Comment lui, si entiché de ses préjugés nobiliaires, consentait-il à attacher son nom à une opération industrielle!..

Il avait fallu, pensait Mlle Henriette, des prodiges de patience et de ruse, pour lui arracher ce sacrifice, négation des idées de sa vie entière… On avait dû le harceler longtemps et exercer sur sa volonté une pression terrible…

Elle fut donc véritablement confondue, lorsque, deux jours plus tard, elle se trouva témoin d'une discussion presque vive entre son père et la comtesse Sarah, précisément au sujet de ces fameuses affiches qui inondaient alors Paris et la France…

La comtesse Sarah semblait désolée de cette entreprise, et toutes les objections qu'eût souhaité présenter Mlle Henriette, elle les présentait avec l'autorité que lui donnait l'amour du comte.

Elle ne concevait pas, disait-elle, que son mari, un gentilhomme, se mêlât de tripotages d'argent… N'en avait-il donc pas assez! Serait-il plus heureux ou plus considéré quand il aurait doublé ou même triplé ses deux cent cinquante mille livres de rentes…

Lui, à toutes ces observations, souriait doucement, tel qu'un grand artiste aux puériles critiques d'un ignorant… Et quand la comtesse s'arrêta, de ce ton emphatique qui trahissait sa prodigieuse infatuation, il daigna lui expliquer qu'en se lançant dans le mouvement, lui, un représentant de la plus vieille noblesse, il prétendait donner un grand exemple… Il n'avait nul souci du lucre, affirmait-il, et ne songeait qu'à rendre un grand service à son pays.

– Trop périlleux, le service! ripostait la comtesse Sarah. Si vous réussissez, comme vous l'espérez, qui vous en saura gré? Personne. Et même, si vous parliez de votre désintéressement, on vous rirait au nez. Si l'affaire échoue, au contraire, qui sera ruiné?.. Vous.

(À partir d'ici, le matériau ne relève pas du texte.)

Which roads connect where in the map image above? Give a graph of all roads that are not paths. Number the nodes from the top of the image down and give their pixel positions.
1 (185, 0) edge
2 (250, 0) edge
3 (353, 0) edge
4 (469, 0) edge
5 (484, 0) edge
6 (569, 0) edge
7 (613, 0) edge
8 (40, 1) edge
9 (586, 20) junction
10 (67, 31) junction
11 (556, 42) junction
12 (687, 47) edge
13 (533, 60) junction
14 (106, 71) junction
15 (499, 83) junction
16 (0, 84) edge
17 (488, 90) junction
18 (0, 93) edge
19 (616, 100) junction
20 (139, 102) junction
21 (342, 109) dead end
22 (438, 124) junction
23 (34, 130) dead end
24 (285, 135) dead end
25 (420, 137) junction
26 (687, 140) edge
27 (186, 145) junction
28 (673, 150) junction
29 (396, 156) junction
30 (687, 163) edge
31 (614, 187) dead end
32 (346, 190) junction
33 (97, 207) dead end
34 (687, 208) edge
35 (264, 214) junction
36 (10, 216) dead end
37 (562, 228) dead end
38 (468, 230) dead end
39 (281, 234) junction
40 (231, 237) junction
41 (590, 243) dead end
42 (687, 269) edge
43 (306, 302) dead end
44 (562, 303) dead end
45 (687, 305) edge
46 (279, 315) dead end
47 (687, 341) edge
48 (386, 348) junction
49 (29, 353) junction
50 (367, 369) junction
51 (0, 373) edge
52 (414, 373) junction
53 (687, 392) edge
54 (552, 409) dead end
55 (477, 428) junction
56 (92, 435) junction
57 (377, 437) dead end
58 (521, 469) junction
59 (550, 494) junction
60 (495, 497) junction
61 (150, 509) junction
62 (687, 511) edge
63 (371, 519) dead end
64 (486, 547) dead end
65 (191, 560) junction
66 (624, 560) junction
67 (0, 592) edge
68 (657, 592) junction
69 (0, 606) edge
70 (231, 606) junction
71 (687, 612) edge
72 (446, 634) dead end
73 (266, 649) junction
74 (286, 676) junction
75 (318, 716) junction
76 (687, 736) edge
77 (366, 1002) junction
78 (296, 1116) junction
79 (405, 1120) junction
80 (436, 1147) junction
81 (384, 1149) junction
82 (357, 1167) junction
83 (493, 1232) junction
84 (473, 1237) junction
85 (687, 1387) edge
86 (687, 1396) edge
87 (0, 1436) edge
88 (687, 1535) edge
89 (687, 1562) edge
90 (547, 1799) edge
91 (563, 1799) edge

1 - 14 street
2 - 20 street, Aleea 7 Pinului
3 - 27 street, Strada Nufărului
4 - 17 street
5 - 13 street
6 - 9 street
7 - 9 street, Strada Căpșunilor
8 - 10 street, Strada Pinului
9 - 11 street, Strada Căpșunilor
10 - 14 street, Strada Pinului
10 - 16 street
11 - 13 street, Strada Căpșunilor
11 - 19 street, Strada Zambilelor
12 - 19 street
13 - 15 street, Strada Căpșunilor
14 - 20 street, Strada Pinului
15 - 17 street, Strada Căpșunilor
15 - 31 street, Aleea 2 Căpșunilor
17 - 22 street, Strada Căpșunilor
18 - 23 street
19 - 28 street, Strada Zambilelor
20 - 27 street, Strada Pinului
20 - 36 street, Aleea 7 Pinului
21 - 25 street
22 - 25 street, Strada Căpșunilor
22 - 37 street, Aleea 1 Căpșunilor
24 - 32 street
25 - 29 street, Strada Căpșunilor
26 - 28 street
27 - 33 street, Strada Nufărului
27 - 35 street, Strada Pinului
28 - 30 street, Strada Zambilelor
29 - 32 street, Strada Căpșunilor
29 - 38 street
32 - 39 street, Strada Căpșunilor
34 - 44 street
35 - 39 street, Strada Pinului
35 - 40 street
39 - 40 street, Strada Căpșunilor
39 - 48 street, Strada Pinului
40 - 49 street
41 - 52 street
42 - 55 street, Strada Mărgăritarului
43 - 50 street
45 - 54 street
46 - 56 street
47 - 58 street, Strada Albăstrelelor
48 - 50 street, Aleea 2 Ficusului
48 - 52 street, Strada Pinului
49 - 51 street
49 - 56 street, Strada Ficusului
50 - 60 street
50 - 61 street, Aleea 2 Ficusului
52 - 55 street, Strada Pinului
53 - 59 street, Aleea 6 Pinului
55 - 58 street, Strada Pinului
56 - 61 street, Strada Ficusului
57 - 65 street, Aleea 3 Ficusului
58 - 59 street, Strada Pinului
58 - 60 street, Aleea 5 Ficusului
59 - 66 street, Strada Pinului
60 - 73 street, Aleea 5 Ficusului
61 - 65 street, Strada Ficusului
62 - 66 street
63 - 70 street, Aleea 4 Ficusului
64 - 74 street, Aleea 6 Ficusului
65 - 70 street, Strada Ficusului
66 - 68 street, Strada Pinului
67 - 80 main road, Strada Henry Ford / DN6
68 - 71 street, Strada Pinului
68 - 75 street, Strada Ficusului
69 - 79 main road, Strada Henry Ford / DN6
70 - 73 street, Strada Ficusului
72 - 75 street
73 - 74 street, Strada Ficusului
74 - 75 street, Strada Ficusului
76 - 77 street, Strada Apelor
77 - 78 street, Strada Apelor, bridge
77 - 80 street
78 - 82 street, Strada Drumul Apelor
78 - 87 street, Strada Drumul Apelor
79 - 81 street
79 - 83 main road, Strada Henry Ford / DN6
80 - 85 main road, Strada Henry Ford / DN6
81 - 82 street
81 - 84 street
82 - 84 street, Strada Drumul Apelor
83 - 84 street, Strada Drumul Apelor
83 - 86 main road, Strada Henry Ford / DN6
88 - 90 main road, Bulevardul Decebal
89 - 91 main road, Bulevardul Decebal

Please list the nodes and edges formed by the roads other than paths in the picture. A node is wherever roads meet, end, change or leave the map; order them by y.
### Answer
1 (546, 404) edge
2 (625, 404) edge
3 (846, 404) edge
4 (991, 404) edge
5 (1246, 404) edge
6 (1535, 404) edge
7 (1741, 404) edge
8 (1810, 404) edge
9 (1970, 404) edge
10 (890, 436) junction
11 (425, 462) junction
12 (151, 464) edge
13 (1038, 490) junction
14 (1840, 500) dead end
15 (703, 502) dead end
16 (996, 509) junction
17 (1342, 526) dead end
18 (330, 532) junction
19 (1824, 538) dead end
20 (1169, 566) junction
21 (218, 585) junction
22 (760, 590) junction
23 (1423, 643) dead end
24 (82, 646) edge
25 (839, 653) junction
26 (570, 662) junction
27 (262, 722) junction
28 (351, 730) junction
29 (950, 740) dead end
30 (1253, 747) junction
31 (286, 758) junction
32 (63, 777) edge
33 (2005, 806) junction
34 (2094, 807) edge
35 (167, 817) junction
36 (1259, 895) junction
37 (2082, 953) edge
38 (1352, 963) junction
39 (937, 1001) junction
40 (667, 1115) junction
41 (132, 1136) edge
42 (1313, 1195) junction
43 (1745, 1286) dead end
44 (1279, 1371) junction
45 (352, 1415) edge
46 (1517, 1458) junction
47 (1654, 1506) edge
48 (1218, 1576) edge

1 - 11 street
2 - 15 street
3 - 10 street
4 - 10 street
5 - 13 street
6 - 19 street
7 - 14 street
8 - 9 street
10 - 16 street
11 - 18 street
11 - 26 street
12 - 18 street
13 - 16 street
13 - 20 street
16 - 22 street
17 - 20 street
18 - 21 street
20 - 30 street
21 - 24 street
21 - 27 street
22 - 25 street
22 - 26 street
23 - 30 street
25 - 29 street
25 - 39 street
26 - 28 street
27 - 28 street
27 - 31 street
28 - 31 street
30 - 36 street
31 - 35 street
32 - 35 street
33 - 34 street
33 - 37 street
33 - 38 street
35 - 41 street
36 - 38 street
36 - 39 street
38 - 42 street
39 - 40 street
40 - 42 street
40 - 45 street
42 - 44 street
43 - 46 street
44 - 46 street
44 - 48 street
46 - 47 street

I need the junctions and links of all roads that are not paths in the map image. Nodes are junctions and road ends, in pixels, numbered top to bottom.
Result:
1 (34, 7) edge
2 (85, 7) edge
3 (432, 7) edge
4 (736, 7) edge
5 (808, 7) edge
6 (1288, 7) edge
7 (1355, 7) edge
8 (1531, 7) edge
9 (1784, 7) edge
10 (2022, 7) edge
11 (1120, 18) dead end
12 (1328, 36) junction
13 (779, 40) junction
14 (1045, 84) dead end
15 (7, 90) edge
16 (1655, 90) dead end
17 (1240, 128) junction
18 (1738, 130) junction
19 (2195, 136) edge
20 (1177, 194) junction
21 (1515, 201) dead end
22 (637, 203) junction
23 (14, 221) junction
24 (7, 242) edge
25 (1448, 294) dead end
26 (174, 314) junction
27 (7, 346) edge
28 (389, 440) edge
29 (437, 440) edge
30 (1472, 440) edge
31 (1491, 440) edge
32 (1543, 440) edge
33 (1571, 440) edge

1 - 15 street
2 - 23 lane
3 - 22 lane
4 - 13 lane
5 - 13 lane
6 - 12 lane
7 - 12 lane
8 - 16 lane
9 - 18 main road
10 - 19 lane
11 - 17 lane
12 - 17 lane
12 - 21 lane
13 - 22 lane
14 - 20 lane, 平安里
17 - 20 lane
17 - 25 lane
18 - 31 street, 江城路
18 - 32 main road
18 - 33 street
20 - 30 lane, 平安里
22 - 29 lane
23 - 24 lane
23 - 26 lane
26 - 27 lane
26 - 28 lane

Et on vous appellera maladroit, par dessus le marché.

Imperceptiblement M. de la Ville-Handry haussa les épaules, et prenant la main de sa femme:

– M'aimeriez-vous donc moins, demanda-t-il tendrement, si j'étais ruiné?..

Elle attacha sur lui ses beaux yeux chargés de passion, et d'une voix émue:

– Dieu m'est témoin, mon ami, répondit-elle, que je serais heureuse de prouver que l'intérêt n'était pour rien dans notre mariage…

– Sarah! s'écria le comte transporté, Sarah, chère adorée, voilà une parole qui vaut toute cette fortune que vous m'accusez de risquer!

Encore qu'elle eût appris à se défier des apparences, Mlle Henriette ne pouvait supposer que cette scène n'était qu'une habileté suprême, destinée à enfoncer plus profondément dans la cervelle du comte l'idée qu'on y avait plantée.

Elle devait croire plutôt, et elle crut, que cette société des pétroles, conception de sir Tom, déplaisait souverainement à la comtesse Sarah, et que par suite la discorde était au camp de ses ennemis…

Le résultat de ses réflexions fut une longue lettre à un homme pour lequel sa mère professait une estime particulière: le duc de Champdoce. Après lui avoir exposé sa situation, elle lui expliquait toute l'affaire, le conjurant d'intervenir pendant qu'il en était temps encore.

Sa lettre achevée, elle la remit à sa camériste Clarisse, en lui recommandant de la porter immédiatement à son adresse…

Hélas! l'infortunée touchait à un événement qui devait être décisif.

Etant par hasard descendue sur les talons de sa confidente, elle la vit entrer dans le salon où la comtesse Sarah se trouvait seule, et lui donner sa lettre…

Ainsi, Mlle Henriette était trahie par cette fille qu'elle croyait toute dévouée à ses intérêts, et depuis quand trahie? Depuis le premier jour peut-être… Ah! que de choses cela lui expliquait qui lui avaient paru incompréhensibles!